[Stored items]
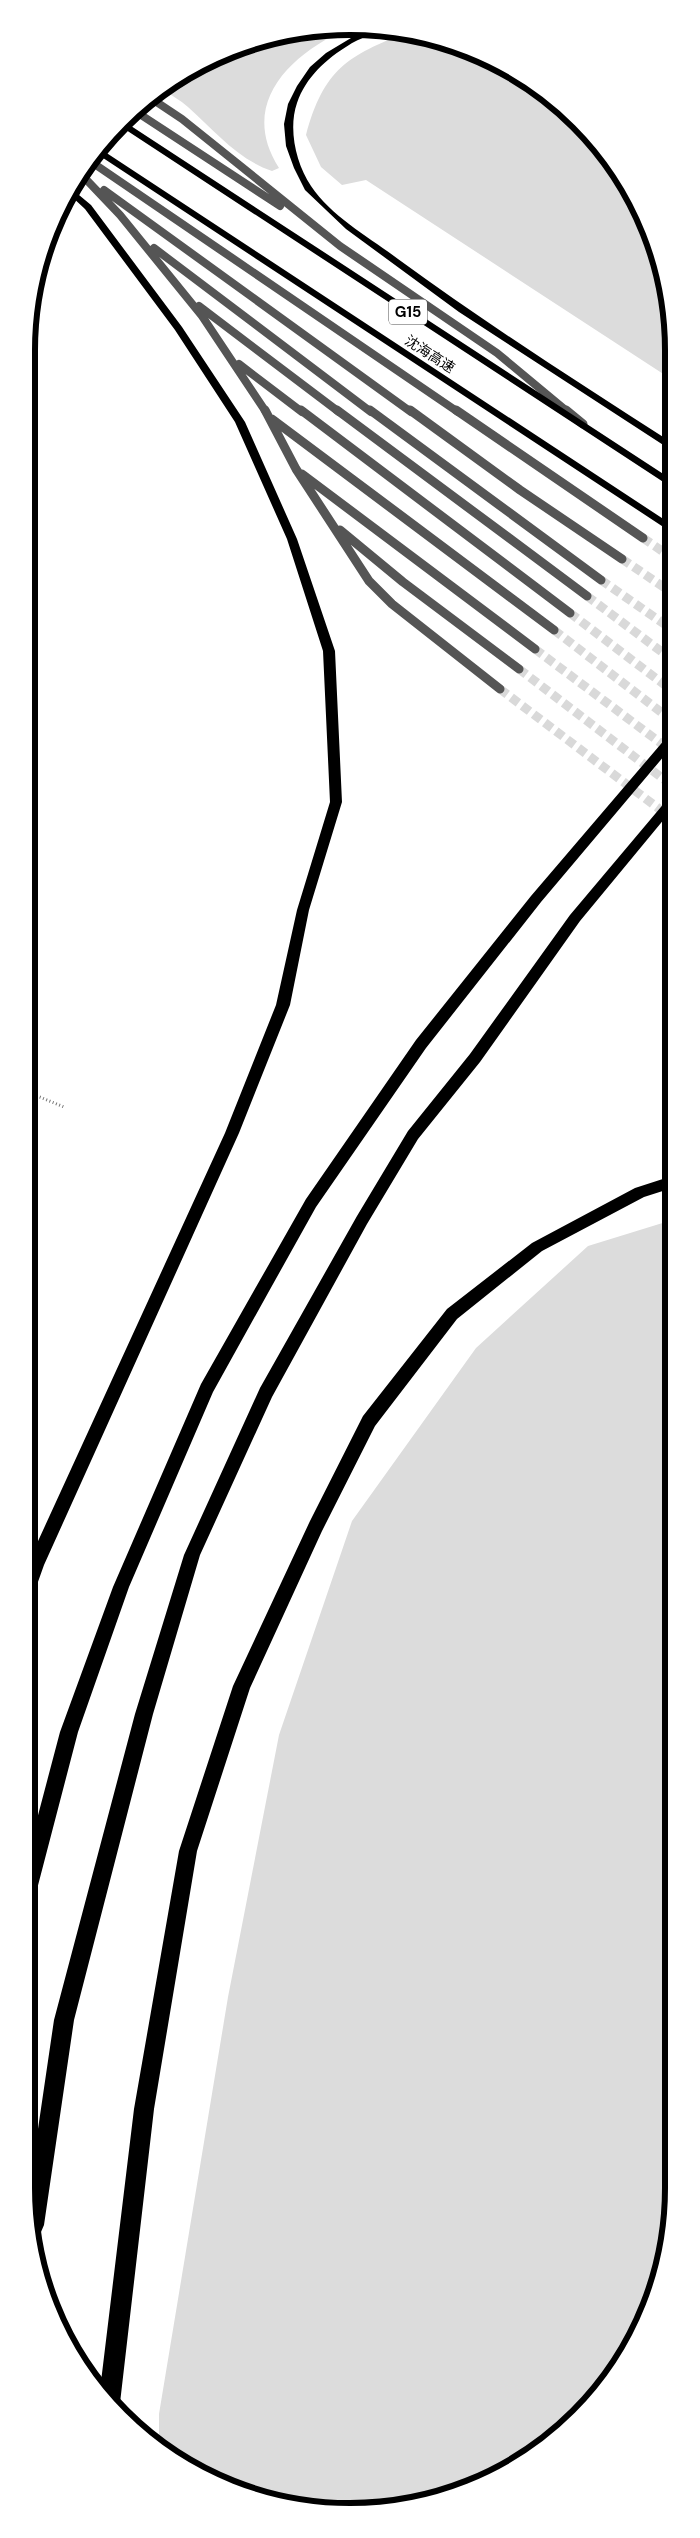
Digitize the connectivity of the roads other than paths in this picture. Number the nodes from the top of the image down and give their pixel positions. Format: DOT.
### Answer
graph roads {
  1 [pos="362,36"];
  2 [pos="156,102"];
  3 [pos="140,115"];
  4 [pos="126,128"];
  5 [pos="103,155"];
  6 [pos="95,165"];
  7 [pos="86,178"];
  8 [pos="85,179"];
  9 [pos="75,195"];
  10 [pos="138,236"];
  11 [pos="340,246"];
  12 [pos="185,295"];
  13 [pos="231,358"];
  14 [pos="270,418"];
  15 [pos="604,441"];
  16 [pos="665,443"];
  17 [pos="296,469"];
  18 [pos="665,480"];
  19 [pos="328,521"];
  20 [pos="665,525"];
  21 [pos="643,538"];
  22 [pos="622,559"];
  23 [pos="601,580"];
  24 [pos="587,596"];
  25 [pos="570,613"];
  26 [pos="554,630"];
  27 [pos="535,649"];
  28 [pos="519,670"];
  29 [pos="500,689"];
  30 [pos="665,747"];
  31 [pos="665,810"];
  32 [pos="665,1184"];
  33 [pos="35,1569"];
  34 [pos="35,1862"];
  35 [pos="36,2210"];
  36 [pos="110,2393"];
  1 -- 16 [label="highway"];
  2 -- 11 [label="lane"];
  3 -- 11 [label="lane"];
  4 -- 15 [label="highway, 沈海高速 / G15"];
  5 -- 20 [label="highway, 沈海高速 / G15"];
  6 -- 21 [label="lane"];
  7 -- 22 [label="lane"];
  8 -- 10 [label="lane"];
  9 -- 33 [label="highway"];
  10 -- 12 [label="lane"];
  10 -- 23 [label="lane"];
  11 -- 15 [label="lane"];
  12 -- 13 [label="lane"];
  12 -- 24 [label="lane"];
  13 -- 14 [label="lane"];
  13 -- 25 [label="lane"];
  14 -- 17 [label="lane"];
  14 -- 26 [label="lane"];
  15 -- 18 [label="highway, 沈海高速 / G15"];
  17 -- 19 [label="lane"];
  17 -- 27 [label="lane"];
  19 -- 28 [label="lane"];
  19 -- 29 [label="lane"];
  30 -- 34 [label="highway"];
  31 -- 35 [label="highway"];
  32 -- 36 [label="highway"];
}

What to do — Report the number of lines in the records that include the string "沈海高速", and write no other words.

Reply — 3